Later I went up the traditional shopping street filled with animated people and omiyage (souvenir) shops. Felt really good to walk in bare feet. I ascended more stone steps, passing temples and dense trees, until I reached a viewpoint looking out over the ocean. High above the cliffs, tobi (falcon) soared on the thermals, searching for prey.
Next I was on my way down the steep steps on the far side of the island. Finally got to the rocky plateau along the coastal edge of the island. Still barefoot and slowly stepping over the sharper rocky formations, past people gazing into the tide pools, careful of feet on barnacles. Finally, standing at water’s edge, feet firmly on the rock, facing the majestic Pacific. At the same time, I could see dozens of people capturing images with their cameras, phones, and iPads. Just as I was thinking, “Don’t take a photo, it’ll last longer,” a wave crashed on the rocks and splashed my face and chest. I laughed and wiped seawater from my eyes, tasted salt on my lips. “Ha Ha! The sea says ‘wake up!'”

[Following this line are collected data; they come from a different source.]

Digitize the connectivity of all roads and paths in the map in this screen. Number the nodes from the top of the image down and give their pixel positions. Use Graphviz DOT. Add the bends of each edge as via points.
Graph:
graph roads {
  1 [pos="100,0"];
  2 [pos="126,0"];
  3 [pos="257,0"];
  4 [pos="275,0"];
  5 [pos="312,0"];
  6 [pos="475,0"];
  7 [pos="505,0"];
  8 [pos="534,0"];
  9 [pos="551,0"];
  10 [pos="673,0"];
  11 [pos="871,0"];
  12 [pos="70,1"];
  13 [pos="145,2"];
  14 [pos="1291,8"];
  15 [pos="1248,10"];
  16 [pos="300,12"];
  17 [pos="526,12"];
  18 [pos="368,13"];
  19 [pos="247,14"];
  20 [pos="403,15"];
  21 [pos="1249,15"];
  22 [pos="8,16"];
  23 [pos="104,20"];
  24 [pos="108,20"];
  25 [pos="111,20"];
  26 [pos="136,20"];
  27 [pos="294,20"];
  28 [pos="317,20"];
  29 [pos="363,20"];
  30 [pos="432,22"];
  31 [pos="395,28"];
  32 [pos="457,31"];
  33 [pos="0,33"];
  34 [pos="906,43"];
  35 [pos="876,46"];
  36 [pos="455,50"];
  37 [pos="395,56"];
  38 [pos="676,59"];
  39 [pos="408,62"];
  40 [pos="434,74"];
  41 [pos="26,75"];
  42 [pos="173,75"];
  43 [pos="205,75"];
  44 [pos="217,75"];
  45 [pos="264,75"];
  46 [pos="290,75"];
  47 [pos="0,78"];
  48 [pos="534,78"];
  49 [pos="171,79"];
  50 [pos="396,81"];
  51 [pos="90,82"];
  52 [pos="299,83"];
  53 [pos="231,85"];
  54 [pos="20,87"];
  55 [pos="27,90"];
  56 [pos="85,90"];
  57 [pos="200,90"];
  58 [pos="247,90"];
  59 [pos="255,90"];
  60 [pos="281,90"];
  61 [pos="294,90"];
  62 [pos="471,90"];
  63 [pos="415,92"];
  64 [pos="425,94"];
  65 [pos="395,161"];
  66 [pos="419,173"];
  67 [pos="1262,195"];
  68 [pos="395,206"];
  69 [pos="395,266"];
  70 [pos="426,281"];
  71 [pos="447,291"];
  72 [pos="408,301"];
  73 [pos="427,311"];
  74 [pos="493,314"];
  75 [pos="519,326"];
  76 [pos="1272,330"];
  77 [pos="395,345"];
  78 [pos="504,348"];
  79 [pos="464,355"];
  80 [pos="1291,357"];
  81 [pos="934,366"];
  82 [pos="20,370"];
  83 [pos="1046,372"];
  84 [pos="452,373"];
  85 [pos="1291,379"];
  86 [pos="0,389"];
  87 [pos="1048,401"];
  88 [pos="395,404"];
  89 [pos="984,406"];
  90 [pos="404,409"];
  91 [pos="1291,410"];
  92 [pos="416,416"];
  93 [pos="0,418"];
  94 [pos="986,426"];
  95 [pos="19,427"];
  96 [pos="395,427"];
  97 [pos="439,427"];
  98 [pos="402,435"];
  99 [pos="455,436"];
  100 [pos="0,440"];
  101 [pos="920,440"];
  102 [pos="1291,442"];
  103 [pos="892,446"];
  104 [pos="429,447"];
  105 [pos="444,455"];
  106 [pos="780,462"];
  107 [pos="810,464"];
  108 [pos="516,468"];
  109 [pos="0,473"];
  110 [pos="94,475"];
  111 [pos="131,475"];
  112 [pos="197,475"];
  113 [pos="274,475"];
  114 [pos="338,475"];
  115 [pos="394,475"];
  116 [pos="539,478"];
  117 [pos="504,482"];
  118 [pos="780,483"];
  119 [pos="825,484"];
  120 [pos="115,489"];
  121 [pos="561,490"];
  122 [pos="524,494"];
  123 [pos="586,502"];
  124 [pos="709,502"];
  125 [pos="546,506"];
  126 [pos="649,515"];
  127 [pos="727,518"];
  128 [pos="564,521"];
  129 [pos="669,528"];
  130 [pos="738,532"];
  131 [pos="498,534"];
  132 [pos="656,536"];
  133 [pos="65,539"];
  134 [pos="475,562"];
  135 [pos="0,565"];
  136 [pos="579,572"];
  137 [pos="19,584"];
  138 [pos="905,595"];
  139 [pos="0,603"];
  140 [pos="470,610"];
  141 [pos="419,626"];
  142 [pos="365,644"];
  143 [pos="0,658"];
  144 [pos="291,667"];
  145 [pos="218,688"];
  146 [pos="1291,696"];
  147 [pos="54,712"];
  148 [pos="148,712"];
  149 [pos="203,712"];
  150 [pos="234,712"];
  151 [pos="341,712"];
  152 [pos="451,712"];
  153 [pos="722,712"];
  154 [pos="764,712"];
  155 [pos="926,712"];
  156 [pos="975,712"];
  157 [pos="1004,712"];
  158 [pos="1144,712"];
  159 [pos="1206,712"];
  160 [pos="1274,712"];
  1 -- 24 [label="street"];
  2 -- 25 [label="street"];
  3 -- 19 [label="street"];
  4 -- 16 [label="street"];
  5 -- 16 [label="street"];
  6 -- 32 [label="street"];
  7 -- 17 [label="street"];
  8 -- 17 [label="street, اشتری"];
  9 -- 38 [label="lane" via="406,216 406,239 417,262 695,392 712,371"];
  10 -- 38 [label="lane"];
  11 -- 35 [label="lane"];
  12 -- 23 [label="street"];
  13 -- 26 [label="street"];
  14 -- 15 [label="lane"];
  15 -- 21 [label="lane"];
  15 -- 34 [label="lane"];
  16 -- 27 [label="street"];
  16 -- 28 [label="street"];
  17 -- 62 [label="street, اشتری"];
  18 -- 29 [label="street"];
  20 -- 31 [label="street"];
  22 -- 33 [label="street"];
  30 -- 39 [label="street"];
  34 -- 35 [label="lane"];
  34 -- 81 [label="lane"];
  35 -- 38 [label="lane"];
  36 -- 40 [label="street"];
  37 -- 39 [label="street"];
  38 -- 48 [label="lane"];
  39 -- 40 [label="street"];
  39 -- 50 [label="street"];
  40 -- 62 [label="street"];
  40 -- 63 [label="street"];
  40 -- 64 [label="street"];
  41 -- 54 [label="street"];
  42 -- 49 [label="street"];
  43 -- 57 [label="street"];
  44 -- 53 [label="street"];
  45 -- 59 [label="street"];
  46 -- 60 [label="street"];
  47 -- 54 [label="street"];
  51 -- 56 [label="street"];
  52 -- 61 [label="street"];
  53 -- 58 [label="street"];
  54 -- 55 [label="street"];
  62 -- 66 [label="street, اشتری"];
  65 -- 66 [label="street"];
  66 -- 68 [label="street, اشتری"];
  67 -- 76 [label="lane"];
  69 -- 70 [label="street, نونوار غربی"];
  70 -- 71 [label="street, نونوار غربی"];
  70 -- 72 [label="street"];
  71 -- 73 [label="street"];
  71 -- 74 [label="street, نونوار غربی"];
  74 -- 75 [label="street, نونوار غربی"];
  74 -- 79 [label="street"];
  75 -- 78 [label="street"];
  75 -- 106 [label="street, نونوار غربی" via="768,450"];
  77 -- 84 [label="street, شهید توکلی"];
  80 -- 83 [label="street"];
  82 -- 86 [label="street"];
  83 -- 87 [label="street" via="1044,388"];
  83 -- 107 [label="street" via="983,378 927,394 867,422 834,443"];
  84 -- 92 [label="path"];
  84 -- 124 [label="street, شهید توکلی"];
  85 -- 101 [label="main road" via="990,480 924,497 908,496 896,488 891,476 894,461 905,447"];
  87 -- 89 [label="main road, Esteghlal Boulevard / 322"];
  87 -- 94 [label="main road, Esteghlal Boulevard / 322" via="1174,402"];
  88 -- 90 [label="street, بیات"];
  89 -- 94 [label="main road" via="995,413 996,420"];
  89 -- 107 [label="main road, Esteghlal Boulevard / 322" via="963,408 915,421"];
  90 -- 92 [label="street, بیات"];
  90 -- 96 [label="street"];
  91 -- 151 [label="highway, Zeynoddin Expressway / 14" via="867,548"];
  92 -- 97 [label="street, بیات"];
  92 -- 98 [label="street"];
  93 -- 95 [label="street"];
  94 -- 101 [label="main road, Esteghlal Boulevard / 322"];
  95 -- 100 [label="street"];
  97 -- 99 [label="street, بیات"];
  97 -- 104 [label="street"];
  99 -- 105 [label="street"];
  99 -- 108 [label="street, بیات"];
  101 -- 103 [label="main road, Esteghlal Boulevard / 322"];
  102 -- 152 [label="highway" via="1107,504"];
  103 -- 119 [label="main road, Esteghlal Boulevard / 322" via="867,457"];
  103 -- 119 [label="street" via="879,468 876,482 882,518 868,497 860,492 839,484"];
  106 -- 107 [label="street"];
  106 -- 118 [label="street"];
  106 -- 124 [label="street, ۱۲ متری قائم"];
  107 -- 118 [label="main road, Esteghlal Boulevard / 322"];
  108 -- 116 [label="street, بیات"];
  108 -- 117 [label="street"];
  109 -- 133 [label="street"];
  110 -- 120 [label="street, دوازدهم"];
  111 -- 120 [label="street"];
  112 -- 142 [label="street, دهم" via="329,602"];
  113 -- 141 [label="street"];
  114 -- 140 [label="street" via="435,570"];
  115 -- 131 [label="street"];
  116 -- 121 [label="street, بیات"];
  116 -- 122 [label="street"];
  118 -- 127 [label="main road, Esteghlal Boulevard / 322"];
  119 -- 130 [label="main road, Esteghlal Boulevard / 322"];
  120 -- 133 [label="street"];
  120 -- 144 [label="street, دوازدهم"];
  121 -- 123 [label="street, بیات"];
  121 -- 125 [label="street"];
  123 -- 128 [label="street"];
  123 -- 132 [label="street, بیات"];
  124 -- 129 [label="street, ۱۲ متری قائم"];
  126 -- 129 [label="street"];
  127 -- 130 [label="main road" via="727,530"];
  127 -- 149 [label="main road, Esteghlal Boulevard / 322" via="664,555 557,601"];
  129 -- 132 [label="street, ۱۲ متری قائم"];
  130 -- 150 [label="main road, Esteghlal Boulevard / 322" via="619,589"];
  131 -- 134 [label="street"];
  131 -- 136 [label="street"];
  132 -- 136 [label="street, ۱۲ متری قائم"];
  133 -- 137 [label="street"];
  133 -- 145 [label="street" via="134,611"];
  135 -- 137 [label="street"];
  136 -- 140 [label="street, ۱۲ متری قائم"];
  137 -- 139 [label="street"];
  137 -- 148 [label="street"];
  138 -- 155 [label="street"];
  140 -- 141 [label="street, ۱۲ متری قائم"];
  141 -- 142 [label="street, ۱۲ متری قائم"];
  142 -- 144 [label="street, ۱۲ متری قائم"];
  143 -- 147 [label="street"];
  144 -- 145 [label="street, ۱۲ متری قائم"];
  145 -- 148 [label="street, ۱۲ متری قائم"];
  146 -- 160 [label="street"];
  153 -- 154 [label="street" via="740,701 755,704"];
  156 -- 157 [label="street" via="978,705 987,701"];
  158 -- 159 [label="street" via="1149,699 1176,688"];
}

I continued my walk along the path, below the cliffs. Then rounding another corner, I came across something that stopped me in my tracks—a white, bloated carcass in the water. I saw it was a dead sea turtle, unmistakable from the flippers and bird-like beak. And pretty sizeable—about 50-60cm across the chest, 110-120cm from snout to tail. It was floating belly-up in a semi-enclosed tidal pool, moving slowly as seawater rushed in and out of the mini-cove. A shocking sight, but I approached—this was a very rare chance to get a close look at such an animal.
With some trepidation I got down on the rocks right beside, fascinated with the form yet repulsed by a dead thing; a part of me feared the stench. The huge, bloated neck still had some flexibility in it, so when the carcass bumped against the rocks, the head moved up or down. The eyeballs were already sunken into the skull, and a delicate fan of intestinal tissue billowed in the currents under the water (the belly and chest were completely intact, so this must have come out from the tail area).
In Tibetan Buddhism, there are many practices for facing one’s own mortality. One of these is meditation, in which we can let go of our sensory/mental activity and rest in the formless, empty space that may await us after death. Another traditional practice was for the monks to visit charnel grounds and meditate while sitting next to (or even on) a decomposing human body. They would experience death with the senses, see all the thoughts and emotions that arose in themselves, and explore the reality of impermanence. “That is me. I am that. And this is all there is.”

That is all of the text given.